Already, about 15 percent of Minnesota's young people — roughly 222,000 out of 1.4 million youths under the age of 20 — now live in regions served by these urban and rural partnerships. Explorations of the Strive model, or more holistic frameworks with postsecondary education success as the target, are also underway in other communities, from Burnsville to Brainerd, from Worthington to Grand Marais.

The movement already has captured the attention of Minnesota policymakers, winning praise and support from Republicans and Democrats, and from rural and urban lawmakers. The Legislature agreed in the 2015 education bill to invest almost $6 million over the next two years for operations and pilot funding for these partnerships, an important breakthrough for the model.

Minnesota's emergence as a leader in incubating and supporting these partnerships also will be at center stage during the next national conference of the StriveTogether network.
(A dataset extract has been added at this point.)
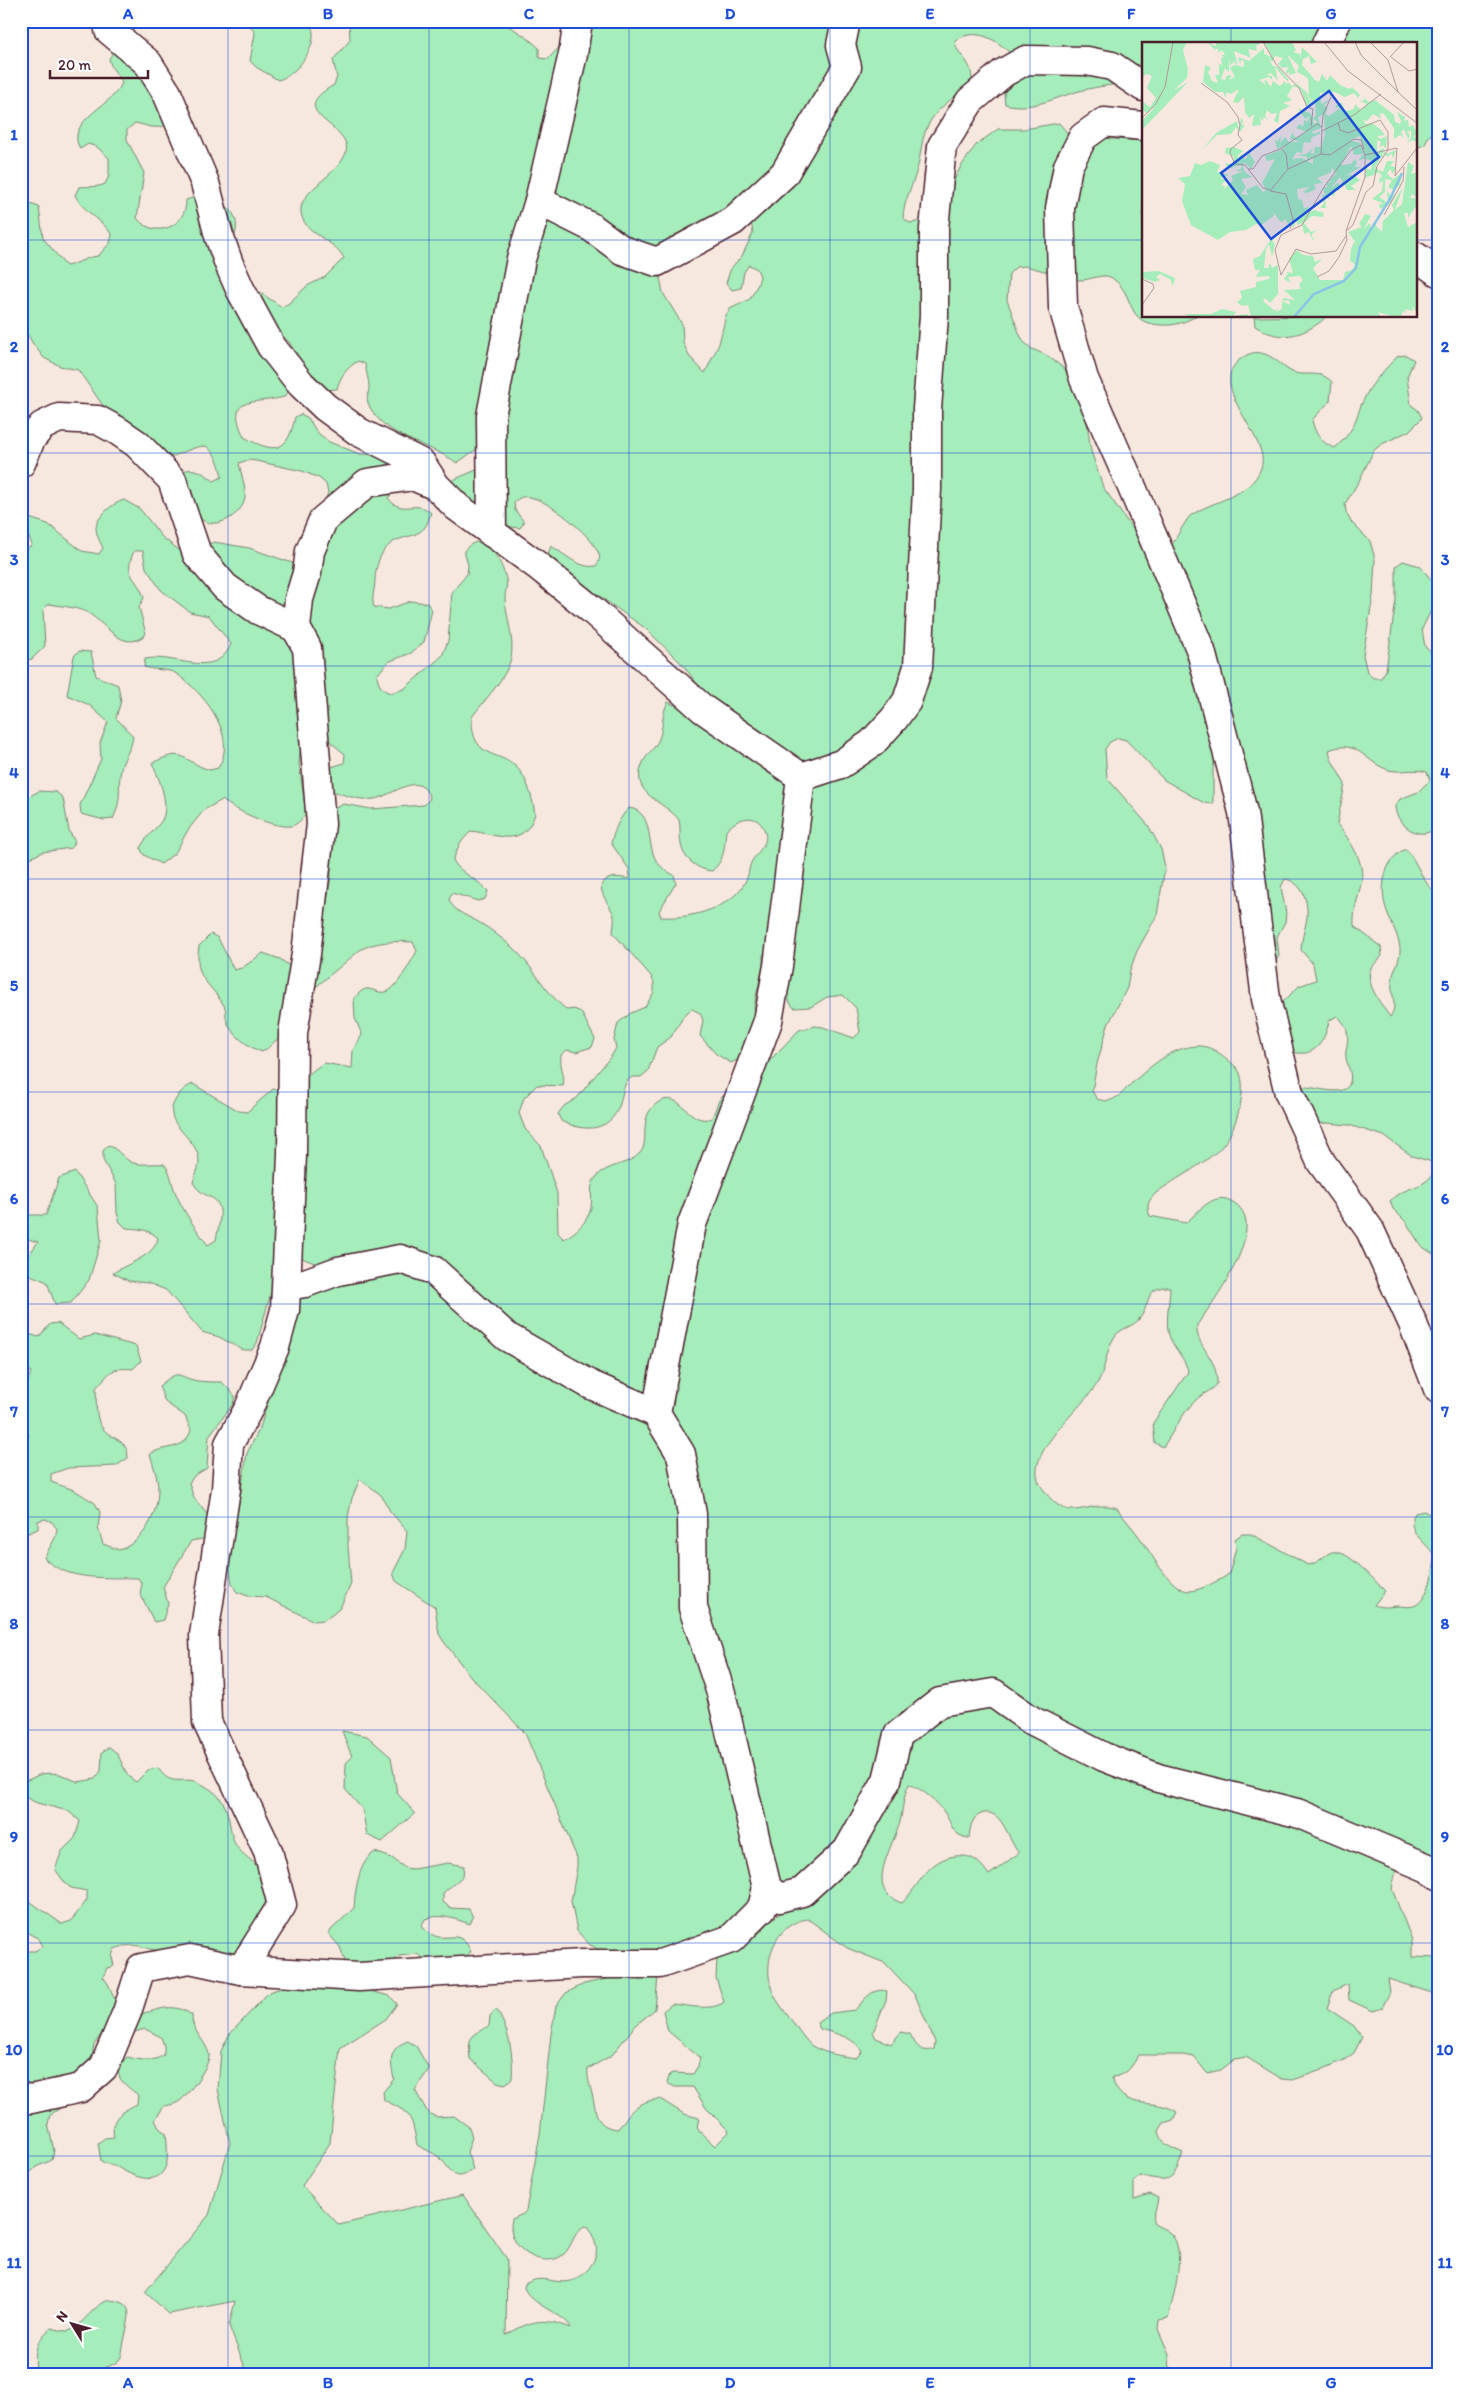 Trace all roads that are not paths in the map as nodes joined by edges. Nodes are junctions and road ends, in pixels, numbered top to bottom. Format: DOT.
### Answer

That gathering will be held in Minneapolis Oct. 6-8, and should attract considerable attention to Minnesota's movement from all over the United States.

Business support of this movement is substantial and invaluable. Key partners include Target and General Mills and the United Way in both the Twin Cities and in St. Cloud.

The Harvard Business School last year published a paper, as part of its U.S. Competitiveness Project, praising the model under the headline "Reinventing the Local Education Ecosystem."

Closing educational opportunity gaps — as economic inequality and racial disparities actually worsen — is proving to be even harder than it looks. Top-down efforts, exemplified by the federal No Child Left Behind law, appear to be coming up short. But initial signs of progress from these local partnerships, trying many things at once, are encouraging and inspiring. They are embracing a new level of urgency and rigor in creating partnerships that get beyond talk to action at many levels.

Rybak says: "I often get asked, `What's the one thing you need to close the achievement gap?' I say back, 'What's the one ingredient you need to bake a cake?' One ingredient, or even two or three, is not enough. There is a recipe to ensure that every child thrives. And we need to show discipline in raising our kids so they get every one of all the ingredients, and in the right amounts."

In the words of Putnam at Aspen, local ownership and energy will be crucial to any successful movement. "It's got to come from ordinary people," he says, "in ordinary towns across America.''

Dane Smith is the president of Growth and Justice, a public-policy organization that seeks to reduce economic and racial inequality in Minnesota.